I want to marry my fiance because I love him and want him in my life. I want to be able to come home to him every night and have him be the first and last thing I see each day. I want to have each other able to confide, love, and support one another. We may be poor at first, but those years will be the best years of our marriage, because that will make us grow together and learn. It will make our marriage humble. We need to put our trust in the Lord. I want to marry him in the temple where I can make sacred covenants, receive grand blessings and promises. I know this will make my marriage great, especially when we put the Lord into our marriage. I very much want that.
I know my marriage will be great. Anyone can judge if they want, but you honestly don't know how I feel or my fiance feels. The only people who actually do is me, my fiance, and the Lord.

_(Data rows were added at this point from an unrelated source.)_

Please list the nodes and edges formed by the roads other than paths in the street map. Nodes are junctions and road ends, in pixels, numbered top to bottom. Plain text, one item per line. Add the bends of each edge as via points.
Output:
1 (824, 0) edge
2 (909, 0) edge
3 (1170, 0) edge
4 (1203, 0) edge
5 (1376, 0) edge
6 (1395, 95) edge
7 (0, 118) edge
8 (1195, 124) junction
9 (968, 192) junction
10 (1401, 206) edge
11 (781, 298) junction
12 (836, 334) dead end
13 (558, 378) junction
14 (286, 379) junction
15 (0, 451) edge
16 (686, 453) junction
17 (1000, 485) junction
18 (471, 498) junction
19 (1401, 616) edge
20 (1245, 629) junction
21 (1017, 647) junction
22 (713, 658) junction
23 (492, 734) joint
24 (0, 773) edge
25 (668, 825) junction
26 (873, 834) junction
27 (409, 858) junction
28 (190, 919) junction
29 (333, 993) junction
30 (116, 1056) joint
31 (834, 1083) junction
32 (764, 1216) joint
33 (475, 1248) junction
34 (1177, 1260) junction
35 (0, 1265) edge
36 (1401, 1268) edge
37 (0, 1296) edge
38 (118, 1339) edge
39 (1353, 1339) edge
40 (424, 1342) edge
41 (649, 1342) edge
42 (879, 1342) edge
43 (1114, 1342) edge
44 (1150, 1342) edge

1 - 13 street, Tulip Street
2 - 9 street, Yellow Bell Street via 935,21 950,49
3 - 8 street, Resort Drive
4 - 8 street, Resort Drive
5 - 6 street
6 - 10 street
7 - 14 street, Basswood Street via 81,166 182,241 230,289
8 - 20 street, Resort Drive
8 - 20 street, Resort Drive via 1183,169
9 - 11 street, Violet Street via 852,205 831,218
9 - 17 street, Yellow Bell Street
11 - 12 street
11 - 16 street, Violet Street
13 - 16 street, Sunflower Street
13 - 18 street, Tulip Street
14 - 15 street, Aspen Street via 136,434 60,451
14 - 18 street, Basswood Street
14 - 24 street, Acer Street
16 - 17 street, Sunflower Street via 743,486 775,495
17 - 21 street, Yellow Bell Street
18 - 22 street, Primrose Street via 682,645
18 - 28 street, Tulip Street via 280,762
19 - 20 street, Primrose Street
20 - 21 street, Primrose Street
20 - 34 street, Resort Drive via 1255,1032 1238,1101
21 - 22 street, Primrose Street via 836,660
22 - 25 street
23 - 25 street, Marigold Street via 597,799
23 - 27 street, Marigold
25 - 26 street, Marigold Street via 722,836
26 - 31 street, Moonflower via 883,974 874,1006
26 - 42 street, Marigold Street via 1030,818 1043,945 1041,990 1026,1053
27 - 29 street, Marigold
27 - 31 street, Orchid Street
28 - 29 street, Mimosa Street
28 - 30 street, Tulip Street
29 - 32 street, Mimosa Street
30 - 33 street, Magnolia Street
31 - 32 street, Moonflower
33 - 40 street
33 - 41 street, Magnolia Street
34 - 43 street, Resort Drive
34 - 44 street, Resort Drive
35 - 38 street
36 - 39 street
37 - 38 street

I know there can be a chance of divorce or things not going according to plan. But, I have faith. I know my fiance and I will work things out no matter what happens. We will be equally yoked and work things together. He always tells me I come first in our relationship, but I love to think we are equals. I know Taylor is the one for me because of who he is. He has his flaws and I have my own flaws. We are not perfect, but we look over them because we absolutely and truly love that person. I truly love and care for him. I know I am not making a rash decision. I have sat down many times to think about what I am doing and so has he. I read blogs about marriage (especially young marriages), scriptures, prayer, and I have read many General Conference talks on this. We know what we want in our early years of marriage and then in the future. We see things on the same page. I'm not trying to convince anyone on marriage, I am trying to have people see my thought process and how I view marriage.
Taylor always presented me with the idea of dating around and waiting to get married. Yet, I always turned him down on dating around because I wanted him, just him. I didn't date that much, I only had a few dates in college and my first date was actually prom. I have talked to many guys before and hung out with guys to know what I wanted in my future husband. You don't have to date a lot of people to know who to marry. I was the one who wanted to get married at the end of August 2014. He initially wanted November or December 2014, but I felt August was moreover right. That was my choice. It was my choice because honestly, I've always wanted a summer wedding, I wanted to make those sacred covenants in the temple, and I really do not want to get married during the middle of the semester.
With getting married, my fiance and I will still strive towards getting our bachelors and then our masters in our desired career choices. That is our #1 priority and goal that we have. We feel that in this day and age, we need to have careers, especially if something happened to him.
I am young, but I know in the end, I am making the right choice, no one can make this choice for me or even tell me that I am making the huge mistake in my life.